• _What is being asked_:
In the records below, the lines from the one containing "ring dip: (425, 344)" through the last are to be reproduced exactly and alone.

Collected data
┌────────

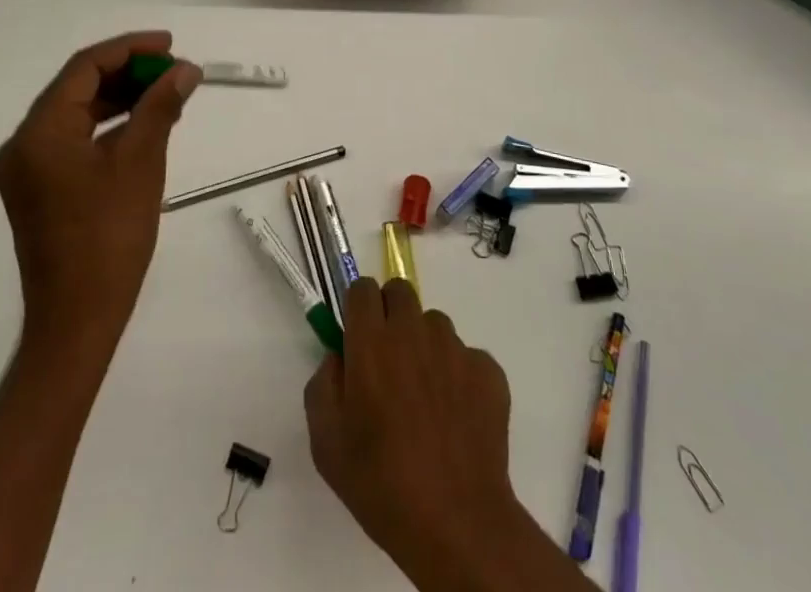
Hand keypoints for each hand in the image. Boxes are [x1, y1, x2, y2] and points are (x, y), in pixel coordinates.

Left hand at [0, 31, 200, 353]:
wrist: (77, 321)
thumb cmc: (109, 238)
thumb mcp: (141, 162)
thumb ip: (160, 106)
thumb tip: (185, 69)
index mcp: (39, 132)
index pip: (84, 68)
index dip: (129, 49)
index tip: (169, 45)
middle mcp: (23, 143)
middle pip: (77, 87)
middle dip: (128, 73)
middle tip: (173, 70)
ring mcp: (27, 168)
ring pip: (76, 112)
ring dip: (120, 98)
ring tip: (166, 93)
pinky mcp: (38, 188)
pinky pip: (73, 139)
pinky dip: (107, 126)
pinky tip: (142, 124)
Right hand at [305, 279, 524, 589]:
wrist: (457, 524)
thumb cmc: (381, 484)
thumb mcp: (326, 443)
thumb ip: (323, 384)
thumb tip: (339, 358)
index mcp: (372, 342)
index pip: (362, 288)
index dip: (358, 308)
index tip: (358, 336)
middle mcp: (413, 332)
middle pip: (400, 291)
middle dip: (391, 313)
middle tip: (389, 359)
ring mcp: (455, 349)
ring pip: (434, 324)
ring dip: (425, 344)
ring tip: (425, 395)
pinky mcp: (487, 370)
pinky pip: (467, 357)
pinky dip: (459, 376)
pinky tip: (456, 417)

└────────

• _Exercise result_:
ring dip: (425, 344)
ring tip: (425, 395)
pinky mcp: (487, 370)
pinky pip: (467, 357)
pinky dip: (459, 376)
pinky tip: (456, 417)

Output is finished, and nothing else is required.